INPUT:
┄┄┄┄┄┄
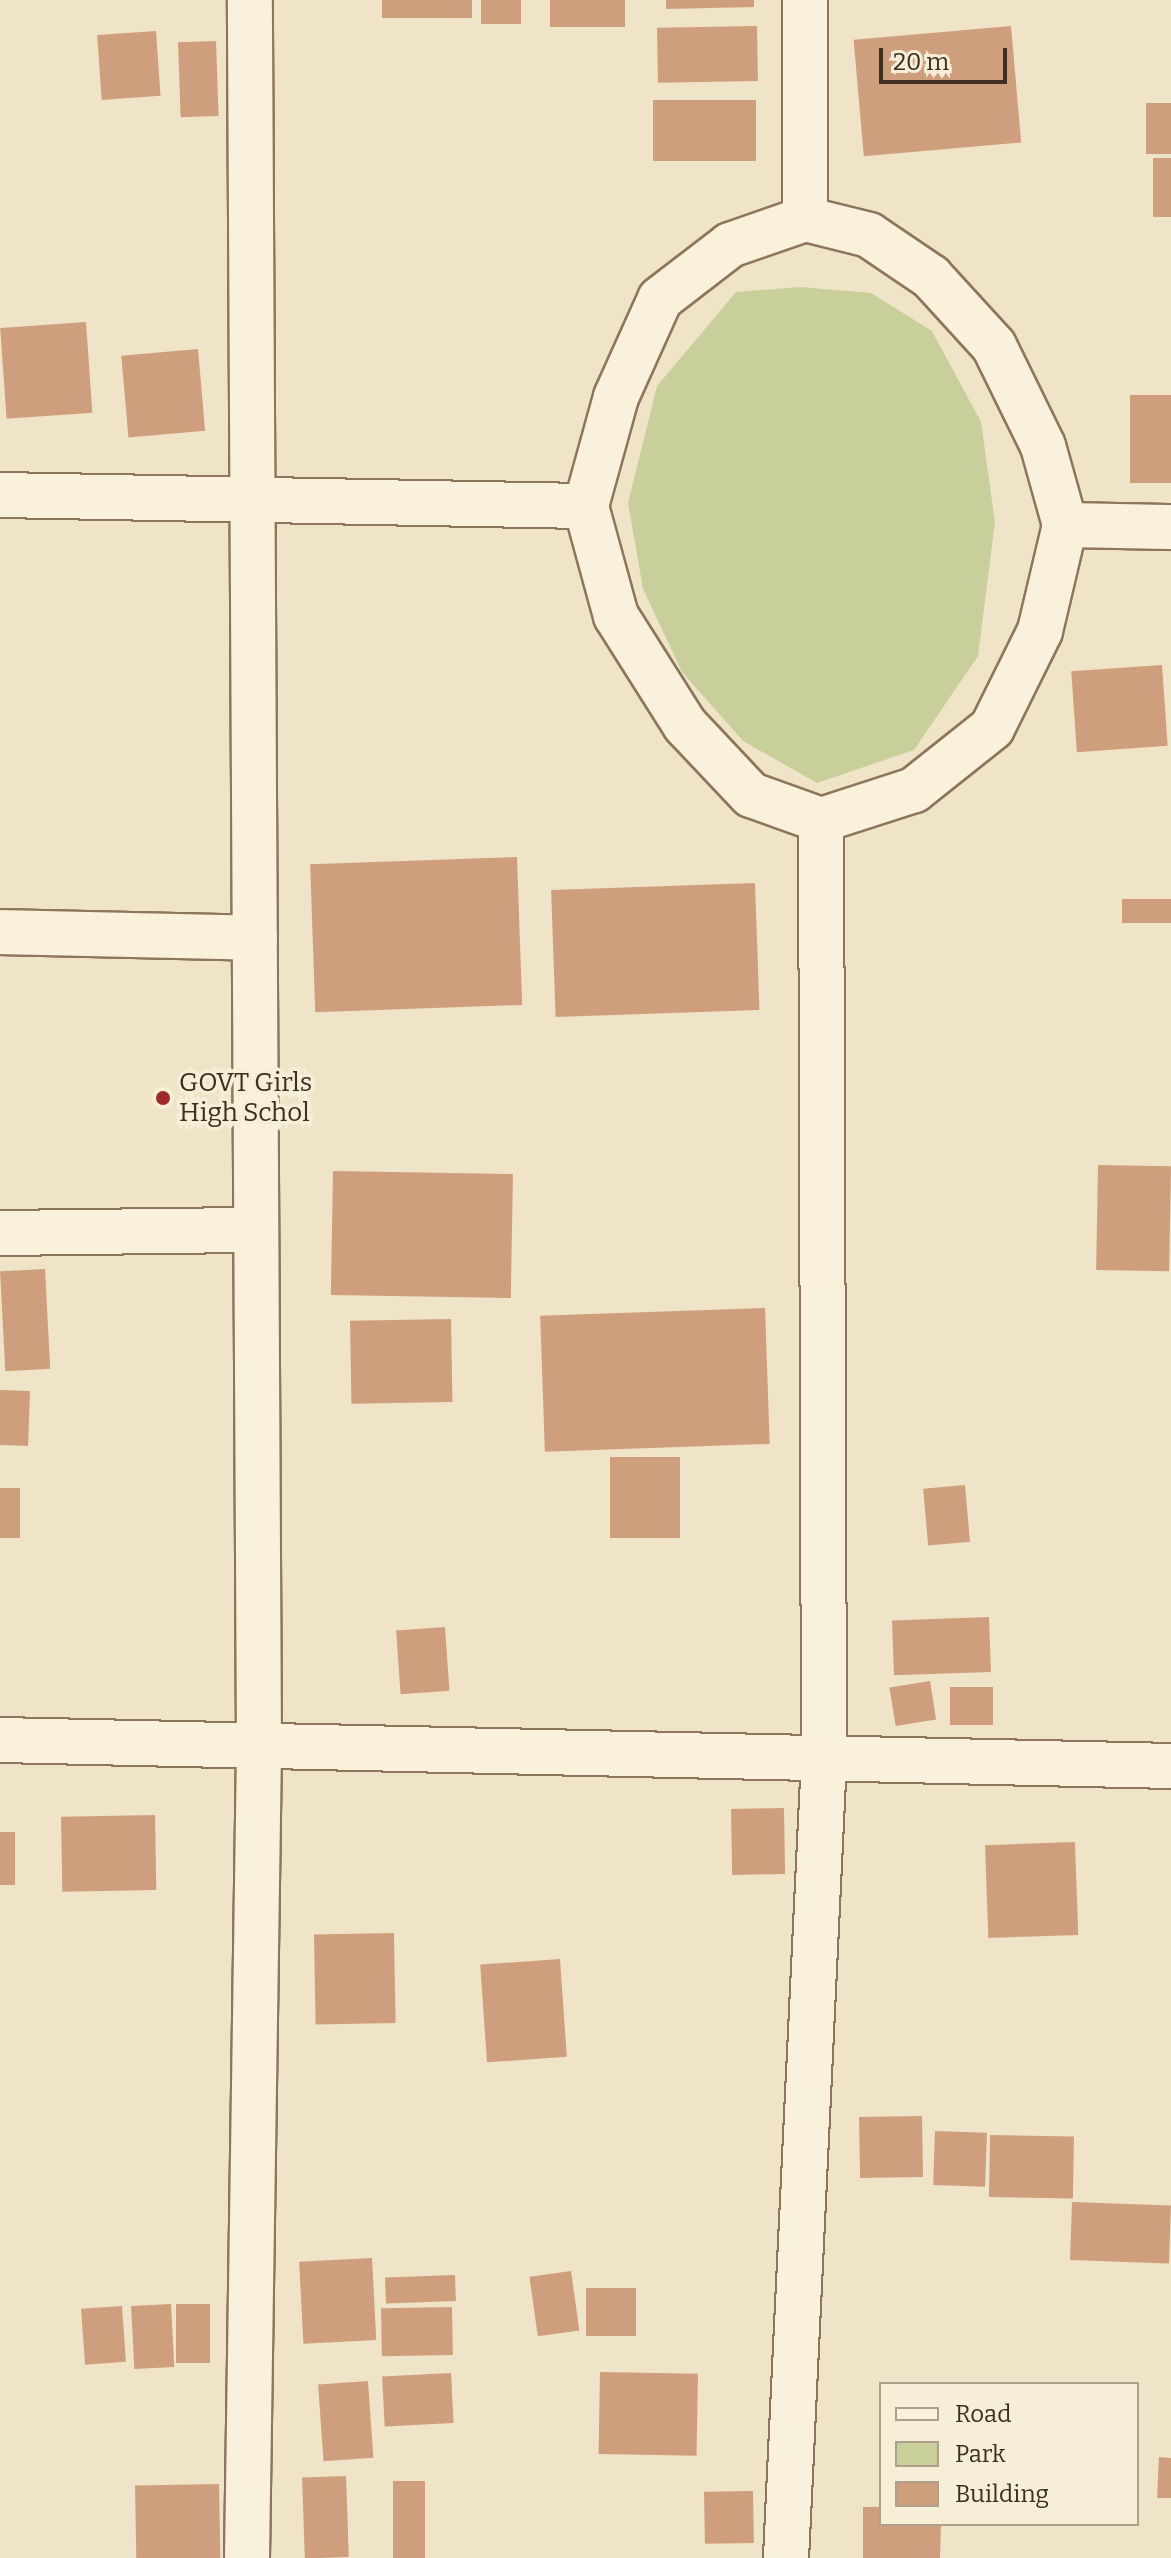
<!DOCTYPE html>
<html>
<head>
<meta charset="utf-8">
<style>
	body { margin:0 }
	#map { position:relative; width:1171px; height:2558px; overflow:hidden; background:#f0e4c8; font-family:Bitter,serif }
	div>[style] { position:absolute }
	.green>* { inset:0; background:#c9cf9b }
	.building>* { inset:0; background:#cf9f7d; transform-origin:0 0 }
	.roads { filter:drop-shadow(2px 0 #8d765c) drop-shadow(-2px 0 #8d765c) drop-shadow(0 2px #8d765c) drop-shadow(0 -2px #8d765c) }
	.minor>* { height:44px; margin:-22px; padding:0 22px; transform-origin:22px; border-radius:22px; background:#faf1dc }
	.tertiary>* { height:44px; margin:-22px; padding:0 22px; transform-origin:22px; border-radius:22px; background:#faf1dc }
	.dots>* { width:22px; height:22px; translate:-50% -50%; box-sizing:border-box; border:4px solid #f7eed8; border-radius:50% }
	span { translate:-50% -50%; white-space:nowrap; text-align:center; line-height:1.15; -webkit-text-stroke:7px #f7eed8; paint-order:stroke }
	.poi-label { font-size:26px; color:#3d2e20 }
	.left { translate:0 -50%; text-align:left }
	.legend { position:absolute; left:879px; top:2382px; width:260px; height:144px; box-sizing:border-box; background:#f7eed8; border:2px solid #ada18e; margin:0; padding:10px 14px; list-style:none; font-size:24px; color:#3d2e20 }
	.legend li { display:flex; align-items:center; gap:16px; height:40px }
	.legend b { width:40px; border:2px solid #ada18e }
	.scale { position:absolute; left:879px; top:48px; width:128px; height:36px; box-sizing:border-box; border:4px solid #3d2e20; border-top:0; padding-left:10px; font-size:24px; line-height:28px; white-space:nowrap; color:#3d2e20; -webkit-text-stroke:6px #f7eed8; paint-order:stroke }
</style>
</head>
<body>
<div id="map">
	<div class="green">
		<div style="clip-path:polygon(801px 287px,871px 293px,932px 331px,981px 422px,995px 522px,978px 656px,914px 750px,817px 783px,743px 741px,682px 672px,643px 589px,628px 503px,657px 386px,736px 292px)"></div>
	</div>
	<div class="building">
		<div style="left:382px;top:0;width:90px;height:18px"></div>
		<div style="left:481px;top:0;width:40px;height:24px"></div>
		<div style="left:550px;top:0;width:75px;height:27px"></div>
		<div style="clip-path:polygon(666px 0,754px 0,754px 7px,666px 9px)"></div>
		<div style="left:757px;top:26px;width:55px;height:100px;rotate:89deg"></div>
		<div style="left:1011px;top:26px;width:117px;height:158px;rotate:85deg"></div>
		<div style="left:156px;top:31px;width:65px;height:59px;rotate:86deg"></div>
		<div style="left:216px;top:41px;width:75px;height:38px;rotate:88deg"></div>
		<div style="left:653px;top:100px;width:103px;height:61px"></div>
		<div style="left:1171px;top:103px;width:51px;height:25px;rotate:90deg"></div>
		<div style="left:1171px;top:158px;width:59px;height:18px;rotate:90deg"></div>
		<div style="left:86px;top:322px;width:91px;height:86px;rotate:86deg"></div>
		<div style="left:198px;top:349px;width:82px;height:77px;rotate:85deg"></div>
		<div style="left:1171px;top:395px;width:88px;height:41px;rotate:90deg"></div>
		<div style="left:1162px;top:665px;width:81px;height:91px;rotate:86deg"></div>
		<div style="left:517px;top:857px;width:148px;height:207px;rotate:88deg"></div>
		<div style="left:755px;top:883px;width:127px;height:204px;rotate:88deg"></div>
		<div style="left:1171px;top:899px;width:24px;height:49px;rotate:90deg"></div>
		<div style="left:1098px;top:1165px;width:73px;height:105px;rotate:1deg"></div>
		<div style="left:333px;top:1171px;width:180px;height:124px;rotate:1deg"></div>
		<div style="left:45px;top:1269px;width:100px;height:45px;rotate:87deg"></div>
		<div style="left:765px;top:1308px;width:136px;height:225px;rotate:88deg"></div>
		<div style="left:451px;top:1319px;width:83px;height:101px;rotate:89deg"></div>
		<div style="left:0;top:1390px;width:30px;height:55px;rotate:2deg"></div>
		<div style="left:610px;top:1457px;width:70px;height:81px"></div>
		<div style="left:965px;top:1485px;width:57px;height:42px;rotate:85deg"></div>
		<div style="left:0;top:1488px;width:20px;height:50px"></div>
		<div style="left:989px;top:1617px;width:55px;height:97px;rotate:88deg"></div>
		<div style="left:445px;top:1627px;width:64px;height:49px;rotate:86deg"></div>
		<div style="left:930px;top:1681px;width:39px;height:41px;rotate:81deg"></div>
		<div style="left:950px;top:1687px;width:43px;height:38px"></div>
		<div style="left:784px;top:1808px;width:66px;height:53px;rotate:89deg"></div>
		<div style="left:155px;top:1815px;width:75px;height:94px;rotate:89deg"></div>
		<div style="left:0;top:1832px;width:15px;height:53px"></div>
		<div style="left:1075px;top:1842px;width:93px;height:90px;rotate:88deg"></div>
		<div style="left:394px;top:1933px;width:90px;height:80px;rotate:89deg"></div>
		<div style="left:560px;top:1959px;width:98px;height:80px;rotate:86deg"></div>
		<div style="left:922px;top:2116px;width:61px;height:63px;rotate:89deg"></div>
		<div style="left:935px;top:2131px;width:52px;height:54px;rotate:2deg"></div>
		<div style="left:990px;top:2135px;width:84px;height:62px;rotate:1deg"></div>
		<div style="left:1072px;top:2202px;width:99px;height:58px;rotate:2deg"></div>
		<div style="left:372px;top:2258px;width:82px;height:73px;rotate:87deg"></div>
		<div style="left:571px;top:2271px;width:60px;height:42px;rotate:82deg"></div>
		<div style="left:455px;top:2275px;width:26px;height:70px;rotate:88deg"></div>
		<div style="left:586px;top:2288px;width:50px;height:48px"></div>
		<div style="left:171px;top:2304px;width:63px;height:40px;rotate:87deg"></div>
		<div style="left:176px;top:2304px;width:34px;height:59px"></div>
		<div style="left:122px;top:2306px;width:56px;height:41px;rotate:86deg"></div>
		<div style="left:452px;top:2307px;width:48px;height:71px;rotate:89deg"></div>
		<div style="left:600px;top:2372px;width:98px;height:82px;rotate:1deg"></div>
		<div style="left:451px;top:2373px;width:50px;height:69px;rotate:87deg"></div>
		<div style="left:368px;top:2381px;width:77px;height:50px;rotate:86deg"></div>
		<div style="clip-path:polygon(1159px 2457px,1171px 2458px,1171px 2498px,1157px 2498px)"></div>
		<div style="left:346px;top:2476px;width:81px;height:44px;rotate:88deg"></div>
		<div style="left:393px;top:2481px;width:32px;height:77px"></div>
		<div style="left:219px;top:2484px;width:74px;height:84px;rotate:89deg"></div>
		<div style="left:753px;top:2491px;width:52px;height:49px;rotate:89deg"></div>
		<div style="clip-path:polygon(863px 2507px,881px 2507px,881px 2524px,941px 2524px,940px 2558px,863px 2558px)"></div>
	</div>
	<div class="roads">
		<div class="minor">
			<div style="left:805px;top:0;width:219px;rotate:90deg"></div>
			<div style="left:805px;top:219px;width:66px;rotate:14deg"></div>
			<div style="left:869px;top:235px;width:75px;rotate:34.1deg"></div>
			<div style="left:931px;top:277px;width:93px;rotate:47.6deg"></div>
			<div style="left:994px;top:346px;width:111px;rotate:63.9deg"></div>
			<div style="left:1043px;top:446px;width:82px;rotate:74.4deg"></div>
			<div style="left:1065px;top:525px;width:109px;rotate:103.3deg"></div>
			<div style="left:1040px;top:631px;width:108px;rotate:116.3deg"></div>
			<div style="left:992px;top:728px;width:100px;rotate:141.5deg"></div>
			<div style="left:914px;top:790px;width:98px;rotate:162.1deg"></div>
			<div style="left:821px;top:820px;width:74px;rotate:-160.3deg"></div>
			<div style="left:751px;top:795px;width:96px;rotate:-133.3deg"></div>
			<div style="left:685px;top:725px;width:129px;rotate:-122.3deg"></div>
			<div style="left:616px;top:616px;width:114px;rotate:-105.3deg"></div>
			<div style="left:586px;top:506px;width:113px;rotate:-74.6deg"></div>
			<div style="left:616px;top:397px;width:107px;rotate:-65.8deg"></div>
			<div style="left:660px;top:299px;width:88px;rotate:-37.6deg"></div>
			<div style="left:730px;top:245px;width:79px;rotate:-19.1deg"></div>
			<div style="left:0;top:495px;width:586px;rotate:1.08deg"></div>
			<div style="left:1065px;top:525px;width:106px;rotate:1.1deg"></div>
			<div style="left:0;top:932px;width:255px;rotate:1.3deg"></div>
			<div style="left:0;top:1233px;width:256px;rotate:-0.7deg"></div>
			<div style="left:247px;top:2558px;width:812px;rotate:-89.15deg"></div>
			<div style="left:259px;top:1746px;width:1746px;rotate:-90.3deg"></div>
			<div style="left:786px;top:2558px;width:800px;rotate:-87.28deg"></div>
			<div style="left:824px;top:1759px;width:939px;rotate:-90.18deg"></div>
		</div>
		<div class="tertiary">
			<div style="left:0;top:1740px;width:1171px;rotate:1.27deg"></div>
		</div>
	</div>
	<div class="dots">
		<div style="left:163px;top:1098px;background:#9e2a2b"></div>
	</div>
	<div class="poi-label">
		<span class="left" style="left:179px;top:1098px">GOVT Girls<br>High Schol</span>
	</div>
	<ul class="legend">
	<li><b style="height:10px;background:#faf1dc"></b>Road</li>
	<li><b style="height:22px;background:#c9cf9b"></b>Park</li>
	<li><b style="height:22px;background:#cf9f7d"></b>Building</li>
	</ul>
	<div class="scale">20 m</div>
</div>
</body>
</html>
┄┄┄┄┄┄
WHAT YOU SHOULD DO:
For the string "scale", show each line of the listing where it appears.

RESPONSE TO THIS TASK:
	.scale { position:absolute; left:879px; top:48px; width:128px; height:36px; box-sizing:border-box; border:4px solid #3d2e20; border-top:0; padding-left:10px; font-size:24px; line-height:28px; white-space:nowrap; color:#3d2e20; -webkit-text-stroke:6px #f7eed8; paint-order:stroke }
	<div class="scale">20 m</div>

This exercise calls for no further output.